======== Provided material ========

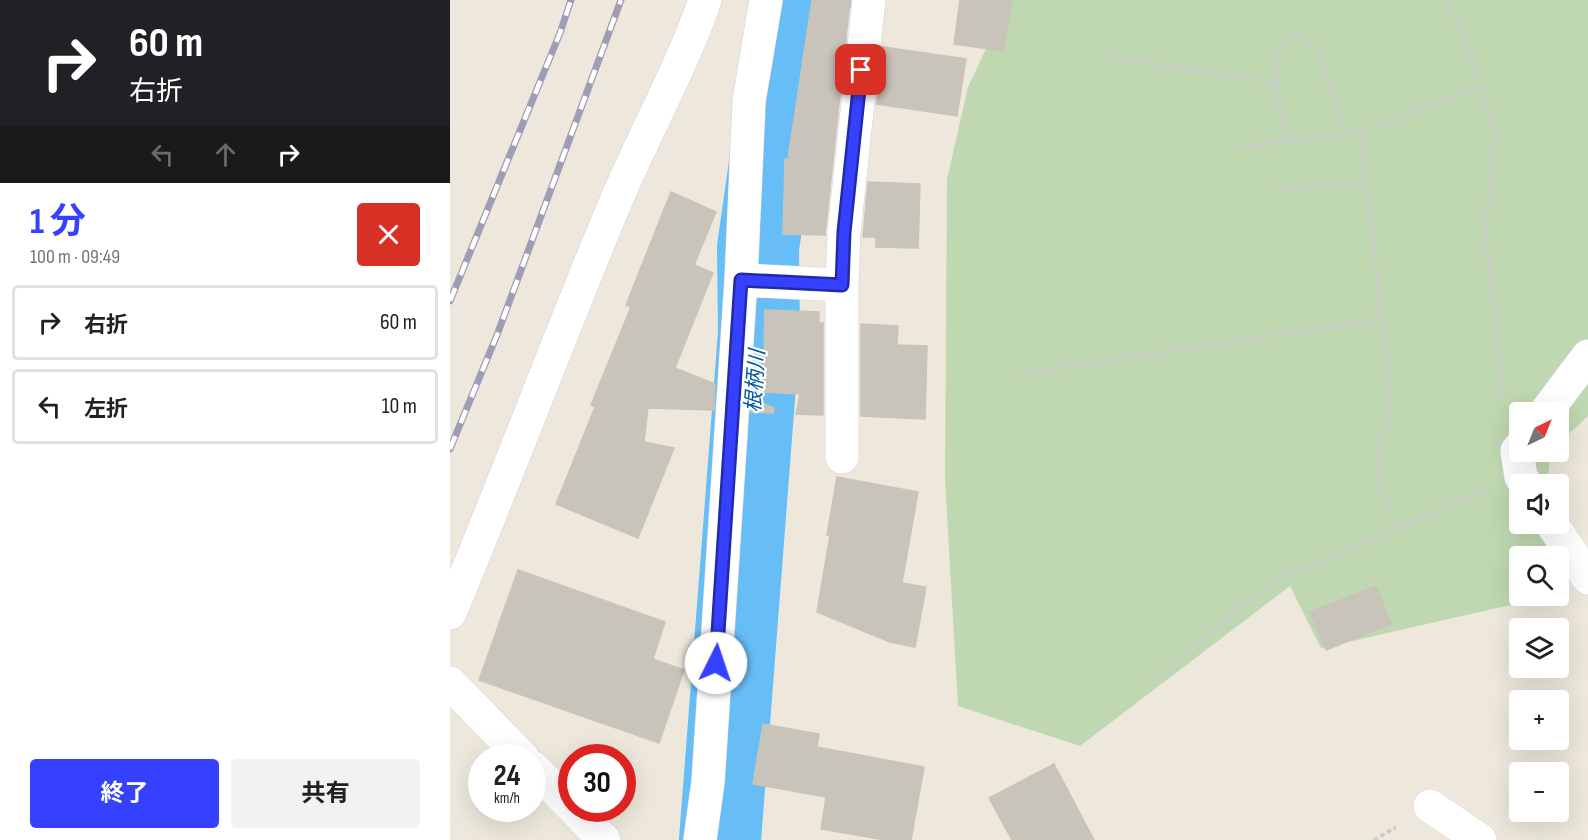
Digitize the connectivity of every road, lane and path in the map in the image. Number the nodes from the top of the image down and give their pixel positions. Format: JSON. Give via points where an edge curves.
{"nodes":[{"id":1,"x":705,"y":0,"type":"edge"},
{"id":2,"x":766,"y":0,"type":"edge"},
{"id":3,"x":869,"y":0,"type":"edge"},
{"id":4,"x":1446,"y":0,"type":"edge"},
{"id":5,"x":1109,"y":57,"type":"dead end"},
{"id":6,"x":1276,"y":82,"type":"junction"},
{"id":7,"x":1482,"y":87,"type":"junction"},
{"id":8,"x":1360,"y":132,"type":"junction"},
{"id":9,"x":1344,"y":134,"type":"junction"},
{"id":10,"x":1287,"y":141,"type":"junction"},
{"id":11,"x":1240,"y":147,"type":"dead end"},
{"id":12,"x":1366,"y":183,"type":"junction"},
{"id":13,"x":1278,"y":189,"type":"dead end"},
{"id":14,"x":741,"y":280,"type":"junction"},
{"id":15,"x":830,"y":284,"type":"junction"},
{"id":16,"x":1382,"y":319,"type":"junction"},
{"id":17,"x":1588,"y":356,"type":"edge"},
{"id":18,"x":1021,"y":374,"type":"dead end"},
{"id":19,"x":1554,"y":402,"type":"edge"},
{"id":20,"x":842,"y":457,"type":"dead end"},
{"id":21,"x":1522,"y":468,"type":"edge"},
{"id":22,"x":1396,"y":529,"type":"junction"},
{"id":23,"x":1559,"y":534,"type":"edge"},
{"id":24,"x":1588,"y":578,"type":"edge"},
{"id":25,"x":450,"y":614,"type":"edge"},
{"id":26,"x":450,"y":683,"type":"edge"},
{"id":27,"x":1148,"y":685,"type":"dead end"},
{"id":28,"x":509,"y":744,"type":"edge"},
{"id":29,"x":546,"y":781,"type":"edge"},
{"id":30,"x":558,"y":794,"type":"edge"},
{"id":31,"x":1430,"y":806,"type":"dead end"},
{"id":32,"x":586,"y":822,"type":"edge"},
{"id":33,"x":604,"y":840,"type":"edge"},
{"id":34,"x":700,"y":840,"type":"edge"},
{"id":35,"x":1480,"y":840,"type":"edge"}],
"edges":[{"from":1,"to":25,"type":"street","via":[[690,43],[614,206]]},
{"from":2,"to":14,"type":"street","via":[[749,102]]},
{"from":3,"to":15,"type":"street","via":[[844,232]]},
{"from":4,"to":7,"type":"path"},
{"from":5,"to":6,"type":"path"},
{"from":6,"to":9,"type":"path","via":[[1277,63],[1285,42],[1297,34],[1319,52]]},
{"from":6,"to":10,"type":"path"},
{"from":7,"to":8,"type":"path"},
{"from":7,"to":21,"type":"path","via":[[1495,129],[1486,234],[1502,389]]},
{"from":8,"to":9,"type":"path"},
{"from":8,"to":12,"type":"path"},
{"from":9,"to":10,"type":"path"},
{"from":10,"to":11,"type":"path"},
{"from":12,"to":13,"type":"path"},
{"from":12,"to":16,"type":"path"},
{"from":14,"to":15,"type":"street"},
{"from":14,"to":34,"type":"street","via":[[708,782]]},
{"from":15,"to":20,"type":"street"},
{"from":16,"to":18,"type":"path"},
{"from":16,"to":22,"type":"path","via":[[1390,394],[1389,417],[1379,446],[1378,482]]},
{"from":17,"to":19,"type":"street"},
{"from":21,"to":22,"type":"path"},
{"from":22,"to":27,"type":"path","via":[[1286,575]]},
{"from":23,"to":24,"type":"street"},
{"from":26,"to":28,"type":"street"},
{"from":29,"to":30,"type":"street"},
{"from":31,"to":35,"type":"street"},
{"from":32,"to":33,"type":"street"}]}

========

- [Exercise details]: Scan the listing above and identify each line holding the string "nodes"; copy every such line.

- [Solved exercise]:
Digitize the connectivity of every road, lane and path in the map in the image. Number the nodes from the top of the image down and give their pixel positions. Format: JSON. Give via points where an edge curves.
{"nodes":[{"id":1,"x":705,"y":0,"type":"edge"},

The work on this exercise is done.